▽

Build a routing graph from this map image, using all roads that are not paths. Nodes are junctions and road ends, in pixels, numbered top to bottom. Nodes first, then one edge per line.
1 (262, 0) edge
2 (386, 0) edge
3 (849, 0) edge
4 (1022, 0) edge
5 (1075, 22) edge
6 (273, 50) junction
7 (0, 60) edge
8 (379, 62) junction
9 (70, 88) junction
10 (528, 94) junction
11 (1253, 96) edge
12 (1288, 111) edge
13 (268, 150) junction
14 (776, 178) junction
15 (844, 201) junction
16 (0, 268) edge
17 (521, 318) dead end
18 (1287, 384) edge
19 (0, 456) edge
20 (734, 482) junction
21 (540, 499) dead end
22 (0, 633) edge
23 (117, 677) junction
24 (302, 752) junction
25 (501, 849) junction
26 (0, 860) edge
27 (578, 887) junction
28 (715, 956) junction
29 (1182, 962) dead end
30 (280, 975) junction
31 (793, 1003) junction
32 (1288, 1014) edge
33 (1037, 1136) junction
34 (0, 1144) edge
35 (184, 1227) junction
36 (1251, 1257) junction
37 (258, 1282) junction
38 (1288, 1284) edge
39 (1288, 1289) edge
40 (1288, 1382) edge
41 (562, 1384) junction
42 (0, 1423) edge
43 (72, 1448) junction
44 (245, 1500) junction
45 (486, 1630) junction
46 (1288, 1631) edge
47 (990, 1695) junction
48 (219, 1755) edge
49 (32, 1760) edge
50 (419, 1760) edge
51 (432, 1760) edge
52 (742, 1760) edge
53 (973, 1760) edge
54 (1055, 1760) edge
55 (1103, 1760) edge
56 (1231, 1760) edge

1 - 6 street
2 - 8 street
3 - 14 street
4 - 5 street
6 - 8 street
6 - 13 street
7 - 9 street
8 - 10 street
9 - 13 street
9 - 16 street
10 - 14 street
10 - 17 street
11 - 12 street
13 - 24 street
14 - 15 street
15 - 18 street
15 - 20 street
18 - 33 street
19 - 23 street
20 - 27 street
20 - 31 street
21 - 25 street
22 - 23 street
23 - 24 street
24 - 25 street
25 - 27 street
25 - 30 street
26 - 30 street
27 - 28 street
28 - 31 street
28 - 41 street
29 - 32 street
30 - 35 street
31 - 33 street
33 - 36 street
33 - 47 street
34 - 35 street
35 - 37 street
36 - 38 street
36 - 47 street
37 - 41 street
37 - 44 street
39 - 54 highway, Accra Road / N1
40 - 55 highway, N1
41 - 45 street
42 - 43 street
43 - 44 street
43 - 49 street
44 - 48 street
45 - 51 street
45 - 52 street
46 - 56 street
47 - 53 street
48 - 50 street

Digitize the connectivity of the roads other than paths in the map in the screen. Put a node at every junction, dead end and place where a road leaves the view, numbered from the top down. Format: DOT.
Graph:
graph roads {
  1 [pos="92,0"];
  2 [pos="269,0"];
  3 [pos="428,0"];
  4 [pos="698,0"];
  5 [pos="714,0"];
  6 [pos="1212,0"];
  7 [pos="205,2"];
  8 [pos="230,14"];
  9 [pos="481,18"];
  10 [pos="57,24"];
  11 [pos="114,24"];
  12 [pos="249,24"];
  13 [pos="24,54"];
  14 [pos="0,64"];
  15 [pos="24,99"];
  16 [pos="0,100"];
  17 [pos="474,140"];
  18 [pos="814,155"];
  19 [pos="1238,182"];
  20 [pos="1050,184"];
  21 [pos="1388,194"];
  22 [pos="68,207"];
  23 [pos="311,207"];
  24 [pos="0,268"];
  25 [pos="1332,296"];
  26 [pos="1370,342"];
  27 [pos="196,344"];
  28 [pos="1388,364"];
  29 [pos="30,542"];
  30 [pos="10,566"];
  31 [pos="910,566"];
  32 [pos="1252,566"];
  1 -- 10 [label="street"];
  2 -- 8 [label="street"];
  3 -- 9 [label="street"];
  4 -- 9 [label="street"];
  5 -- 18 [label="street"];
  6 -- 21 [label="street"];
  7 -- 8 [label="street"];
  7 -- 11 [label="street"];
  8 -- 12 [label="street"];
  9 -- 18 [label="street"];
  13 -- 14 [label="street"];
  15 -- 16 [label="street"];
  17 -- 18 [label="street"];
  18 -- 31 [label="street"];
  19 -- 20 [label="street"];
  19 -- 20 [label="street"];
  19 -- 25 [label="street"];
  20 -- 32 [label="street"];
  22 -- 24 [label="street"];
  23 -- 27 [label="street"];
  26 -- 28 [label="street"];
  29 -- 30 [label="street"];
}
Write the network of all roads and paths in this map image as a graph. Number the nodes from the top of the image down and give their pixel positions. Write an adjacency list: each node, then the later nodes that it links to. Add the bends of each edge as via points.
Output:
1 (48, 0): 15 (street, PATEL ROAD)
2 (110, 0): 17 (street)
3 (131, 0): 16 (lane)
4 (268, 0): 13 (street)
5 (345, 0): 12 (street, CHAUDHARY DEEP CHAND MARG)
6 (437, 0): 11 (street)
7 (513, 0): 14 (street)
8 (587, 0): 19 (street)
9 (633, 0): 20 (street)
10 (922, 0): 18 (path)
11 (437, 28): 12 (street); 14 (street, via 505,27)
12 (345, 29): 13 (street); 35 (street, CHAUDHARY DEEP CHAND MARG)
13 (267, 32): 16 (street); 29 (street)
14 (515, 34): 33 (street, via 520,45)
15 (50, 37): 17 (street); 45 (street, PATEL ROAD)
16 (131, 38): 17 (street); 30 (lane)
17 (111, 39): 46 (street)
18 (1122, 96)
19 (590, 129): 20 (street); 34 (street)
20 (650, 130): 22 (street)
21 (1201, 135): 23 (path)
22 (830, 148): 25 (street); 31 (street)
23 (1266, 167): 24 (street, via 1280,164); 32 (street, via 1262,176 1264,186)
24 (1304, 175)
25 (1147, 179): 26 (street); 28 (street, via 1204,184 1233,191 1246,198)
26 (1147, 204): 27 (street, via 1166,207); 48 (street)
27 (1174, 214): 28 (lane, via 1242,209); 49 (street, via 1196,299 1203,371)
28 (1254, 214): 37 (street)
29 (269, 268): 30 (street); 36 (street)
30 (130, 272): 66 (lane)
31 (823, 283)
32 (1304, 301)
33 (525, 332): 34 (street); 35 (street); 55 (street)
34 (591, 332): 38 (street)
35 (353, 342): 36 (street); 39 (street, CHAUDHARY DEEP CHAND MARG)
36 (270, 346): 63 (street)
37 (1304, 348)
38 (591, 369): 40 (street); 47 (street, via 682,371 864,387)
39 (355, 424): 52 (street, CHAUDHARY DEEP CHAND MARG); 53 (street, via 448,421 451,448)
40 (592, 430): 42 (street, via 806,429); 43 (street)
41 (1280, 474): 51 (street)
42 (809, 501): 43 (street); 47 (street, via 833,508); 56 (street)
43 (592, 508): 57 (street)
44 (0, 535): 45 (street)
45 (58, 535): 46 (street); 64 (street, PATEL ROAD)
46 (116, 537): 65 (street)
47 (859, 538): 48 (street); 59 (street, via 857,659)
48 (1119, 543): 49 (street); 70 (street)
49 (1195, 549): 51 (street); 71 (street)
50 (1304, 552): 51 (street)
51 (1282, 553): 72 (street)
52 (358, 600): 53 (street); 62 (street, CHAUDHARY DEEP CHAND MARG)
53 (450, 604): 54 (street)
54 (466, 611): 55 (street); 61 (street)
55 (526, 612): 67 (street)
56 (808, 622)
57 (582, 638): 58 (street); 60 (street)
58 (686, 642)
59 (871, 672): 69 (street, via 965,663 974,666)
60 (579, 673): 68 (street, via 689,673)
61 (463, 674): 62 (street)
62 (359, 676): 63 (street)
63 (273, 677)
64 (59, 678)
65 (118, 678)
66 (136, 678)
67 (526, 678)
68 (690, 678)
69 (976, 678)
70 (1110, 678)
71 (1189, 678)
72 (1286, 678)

△

Go through the data and gather every line that holds "lane".

3 (131, 0): 16 (lane)
16 (131, 38): 17 (street); 30 (lane)
27 (1174, 214): 28 (lane, via 1242,209); 49 (street, via 1196,299 1203,371)
30 (130, 272): 66 (lane)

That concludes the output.